TASK DATA |
::::::

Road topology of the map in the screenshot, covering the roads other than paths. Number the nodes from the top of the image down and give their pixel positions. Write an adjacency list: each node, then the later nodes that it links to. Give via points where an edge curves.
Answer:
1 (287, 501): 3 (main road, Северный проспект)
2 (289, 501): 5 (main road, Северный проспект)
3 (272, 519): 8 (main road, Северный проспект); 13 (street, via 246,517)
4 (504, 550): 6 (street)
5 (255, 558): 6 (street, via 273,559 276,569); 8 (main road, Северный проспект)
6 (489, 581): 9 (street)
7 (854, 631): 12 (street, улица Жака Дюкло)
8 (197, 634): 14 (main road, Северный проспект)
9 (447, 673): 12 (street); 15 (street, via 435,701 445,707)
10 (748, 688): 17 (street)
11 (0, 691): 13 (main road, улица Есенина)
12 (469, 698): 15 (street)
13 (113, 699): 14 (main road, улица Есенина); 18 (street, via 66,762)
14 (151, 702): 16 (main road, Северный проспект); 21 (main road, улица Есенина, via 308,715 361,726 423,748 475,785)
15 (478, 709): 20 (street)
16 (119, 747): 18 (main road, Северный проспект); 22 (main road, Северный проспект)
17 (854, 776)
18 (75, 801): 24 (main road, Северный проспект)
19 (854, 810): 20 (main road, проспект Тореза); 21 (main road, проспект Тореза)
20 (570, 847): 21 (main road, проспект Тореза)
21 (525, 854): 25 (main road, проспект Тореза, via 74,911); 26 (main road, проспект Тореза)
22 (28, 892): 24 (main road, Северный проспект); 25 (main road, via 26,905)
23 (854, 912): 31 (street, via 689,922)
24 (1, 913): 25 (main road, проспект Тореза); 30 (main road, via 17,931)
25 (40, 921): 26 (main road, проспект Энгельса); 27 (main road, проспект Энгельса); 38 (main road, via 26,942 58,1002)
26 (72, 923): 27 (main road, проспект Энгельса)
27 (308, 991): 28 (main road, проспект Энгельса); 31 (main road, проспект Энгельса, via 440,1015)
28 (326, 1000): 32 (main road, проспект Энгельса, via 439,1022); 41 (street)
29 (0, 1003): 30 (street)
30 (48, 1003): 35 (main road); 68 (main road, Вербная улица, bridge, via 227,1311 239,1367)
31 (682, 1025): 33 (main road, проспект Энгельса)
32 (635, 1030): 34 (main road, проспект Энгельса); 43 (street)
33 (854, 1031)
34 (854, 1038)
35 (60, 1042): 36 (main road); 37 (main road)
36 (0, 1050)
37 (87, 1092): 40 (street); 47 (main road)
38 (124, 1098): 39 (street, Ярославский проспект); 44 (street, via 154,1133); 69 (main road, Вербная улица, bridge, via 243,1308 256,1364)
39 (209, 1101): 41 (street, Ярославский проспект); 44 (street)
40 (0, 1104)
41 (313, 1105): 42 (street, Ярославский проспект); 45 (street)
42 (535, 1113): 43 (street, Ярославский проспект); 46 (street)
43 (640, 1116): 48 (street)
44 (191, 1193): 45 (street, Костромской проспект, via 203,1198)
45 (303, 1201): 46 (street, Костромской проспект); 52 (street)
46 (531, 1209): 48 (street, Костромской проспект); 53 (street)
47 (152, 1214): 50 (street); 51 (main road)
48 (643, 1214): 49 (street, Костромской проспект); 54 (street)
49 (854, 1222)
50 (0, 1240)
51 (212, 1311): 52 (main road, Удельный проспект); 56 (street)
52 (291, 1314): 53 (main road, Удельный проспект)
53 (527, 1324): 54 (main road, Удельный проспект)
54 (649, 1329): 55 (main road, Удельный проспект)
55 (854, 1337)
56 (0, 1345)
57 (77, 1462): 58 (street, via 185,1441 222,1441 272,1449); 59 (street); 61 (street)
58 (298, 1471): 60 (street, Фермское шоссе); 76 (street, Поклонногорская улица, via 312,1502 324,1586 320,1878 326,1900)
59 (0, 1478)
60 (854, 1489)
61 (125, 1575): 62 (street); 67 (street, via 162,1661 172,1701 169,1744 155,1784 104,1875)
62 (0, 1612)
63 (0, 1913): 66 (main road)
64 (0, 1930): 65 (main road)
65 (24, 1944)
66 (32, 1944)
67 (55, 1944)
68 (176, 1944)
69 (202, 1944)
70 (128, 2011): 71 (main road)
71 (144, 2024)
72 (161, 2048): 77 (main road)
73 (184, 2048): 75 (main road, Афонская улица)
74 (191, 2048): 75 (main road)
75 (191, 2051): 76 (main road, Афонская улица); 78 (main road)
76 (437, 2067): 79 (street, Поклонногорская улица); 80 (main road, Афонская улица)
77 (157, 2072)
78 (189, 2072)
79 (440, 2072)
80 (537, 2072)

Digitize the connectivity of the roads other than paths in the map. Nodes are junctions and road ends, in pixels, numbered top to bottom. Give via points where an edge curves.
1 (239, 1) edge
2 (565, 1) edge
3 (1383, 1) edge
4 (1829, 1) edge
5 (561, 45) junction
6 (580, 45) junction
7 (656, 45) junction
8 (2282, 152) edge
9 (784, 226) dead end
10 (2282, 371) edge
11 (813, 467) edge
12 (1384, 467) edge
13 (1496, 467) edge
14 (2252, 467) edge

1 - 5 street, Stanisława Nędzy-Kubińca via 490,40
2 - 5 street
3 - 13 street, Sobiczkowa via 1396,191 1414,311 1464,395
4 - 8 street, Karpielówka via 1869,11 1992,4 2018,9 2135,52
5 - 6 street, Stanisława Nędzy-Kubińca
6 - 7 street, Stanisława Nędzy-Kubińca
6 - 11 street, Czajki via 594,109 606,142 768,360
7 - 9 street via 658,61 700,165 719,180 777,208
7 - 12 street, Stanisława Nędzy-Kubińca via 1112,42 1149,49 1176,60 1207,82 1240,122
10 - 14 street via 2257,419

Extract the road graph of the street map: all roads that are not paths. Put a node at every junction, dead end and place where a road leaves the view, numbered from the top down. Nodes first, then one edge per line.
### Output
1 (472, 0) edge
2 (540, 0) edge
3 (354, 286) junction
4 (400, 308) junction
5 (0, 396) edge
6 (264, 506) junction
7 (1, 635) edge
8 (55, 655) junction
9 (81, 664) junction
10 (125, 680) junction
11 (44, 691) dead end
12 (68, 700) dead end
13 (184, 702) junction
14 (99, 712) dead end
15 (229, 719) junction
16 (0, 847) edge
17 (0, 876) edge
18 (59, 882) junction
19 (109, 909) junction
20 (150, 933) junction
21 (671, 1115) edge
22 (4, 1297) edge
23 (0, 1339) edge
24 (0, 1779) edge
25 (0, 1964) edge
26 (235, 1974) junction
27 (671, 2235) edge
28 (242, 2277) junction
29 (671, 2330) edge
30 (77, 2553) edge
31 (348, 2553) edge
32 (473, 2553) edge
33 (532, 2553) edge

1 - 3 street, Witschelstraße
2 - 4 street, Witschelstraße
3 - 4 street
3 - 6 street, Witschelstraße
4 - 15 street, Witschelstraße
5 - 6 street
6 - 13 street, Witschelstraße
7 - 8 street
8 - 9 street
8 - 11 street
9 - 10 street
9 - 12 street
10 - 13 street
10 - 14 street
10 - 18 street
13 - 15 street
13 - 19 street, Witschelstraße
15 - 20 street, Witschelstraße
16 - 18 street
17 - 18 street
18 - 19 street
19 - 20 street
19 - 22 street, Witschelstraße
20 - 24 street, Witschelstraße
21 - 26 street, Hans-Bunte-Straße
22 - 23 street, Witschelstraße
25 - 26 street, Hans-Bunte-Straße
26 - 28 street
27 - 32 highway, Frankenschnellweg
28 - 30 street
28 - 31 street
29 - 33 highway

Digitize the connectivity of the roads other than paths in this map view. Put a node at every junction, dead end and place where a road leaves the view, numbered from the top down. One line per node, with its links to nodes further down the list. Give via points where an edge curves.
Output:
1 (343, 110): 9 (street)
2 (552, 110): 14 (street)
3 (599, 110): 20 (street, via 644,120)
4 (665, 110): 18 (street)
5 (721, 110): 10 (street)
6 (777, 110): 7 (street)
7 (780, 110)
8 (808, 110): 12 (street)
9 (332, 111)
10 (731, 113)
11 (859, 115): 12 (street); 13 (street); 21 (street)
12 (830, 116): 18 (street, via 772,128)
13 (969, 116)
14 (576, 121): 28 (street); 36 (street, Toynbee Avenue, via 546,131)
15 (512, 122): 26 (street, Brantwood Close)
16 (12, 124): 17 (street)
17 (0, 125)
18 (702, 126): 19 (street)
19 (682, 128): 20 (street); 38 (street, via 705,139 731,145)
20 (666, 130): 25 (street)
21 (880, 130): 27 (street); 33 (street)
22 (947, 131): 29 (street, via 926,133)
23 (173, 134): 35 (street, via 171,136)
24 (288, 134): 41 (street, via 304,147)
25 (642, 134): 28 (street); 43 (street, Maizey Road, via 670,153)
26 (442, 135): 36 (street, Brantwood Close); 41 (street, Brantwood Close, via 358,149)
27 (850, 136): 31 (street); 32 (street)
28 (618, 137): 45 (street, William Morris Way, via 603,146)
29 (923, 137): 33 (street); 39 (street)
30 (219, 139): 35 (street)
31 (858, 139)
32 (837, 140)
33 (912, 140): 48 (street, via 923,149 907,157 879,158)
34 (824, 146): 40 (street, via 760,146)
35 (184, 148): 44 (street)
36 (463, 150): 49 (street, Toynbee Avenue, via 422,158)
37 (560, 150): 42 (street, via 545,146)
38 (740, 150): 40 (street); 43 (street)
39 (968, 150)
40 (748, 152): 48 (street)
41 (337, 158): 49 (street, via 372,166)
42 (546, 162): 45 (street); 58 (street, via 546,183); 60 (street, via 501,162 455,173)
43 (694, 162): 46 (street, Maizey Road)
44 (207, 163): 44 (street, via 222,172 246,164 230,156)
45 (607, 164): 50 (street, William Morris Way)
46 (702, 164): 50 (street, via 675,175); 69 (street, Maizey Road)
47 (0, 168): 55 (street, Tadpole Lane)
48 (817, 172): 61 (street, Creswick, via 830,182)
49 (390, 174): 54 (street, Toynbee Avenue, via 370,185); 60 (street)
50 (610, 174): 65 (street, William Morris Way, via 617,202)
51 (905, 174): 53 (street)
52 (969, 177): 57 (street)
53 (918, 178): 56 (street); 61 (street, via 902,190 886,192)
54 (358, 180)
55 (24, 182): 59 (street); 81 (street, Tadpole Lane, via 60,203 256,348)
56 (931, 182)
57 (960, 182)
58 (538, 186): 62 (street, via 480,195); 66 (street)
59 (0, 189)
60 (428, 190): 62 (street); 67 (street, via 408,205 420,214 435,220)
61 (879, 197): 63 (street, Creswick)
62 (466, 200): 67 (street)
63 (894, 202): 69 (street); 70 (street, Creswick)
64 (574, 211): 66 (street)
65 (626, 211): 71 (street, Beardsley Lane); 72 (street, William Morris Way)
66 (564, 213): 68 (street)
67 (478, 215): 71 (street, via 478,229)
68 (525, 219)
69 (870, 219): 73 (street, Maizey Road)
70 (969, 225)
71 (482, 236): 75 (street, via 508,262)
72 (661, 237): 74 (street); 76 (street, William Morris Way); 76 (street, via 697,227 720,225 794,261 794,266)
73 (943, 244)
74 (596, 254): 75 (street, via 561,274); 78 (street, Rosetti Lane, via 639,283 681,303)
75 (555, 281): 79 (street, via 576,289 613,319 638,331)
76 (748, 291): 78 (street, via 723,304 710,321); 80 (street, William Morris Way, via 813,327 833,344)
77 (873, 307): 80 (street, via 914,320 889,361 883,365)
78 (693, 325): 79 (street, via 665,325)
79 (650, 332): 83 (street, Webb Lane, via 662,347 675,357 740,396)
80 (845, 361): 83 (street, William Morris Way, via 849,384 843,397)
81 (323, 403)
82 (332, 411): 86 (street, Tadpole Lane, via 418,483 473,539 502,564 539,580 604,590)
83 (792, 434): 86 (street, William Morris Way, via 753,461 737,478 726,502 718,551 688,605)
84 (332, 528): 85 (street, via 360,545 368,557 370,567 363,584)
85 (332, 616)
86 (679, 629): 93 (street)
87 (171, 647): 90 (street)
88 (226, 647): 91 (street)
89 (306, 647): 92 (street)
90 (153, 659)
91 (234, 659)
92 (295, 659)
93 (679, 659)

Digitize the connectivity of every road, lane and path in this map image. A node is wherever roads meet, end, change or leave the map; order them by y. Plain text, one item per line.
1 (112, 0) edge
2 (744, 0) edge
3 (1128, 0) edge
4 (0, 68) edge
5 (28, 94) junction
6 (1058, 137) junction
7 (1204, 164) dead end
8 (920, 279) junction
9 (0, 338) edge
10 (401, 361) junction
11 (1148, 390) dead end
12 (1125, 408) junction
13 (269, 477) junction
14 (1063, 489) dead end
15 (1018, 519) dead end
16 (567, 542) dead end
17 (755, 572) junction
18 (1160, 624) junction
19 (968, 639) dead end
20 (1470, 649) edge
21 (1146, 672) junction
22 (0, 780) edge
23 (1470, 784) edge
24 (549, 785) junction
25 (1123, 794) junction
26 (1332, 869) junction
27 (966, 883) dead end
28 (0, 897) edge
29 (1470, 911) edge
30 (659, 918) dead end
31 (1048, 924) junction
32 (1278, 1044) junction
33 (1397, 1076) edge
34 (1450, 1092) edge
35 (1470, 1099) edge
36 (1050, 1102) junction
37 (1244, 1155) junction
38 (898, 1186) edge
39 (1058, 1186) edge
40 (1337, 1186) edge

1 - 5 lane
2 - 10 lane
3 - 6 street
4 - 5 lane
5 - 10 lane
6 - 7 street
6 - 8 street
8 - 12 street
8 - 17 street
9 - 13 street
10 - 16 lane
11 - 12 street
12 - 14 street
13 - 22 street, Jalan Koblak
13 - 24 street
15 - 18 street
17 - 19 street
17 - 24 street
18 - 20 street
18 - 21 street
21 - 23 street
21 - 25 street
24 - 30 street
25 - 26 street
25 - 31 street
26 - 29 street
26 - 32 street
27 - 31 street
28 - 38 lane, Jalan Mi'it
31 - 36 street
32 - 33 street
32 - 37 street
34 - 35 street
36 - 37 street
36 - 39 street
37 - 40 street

::::::

EXERCISE DIRECTIONS | Would you please copy each line of the listing that contains the word "than"?

PROBLEM SOLUTION |
Road topology of the map in the screenshot, covering the roads other than paths. Number the nodes from the top of the image down and give their pixel positions. Write an adjacency list: each node, then the later nodes that it links to. Give via points where an edge curves.
Digitize the connectivity of the roads other than paths in the map. Nodes are junctions and road ends, in pixels, numbered top to bottom. Give via points where an edge curves.
Digitize the connectivity of the roads other than paths in this map view. Put a node at every junction, dead end and place where a road leaves the view, numbered from the top down. One line per node, with its links to nodes further down the list. Give via points where an edge curves.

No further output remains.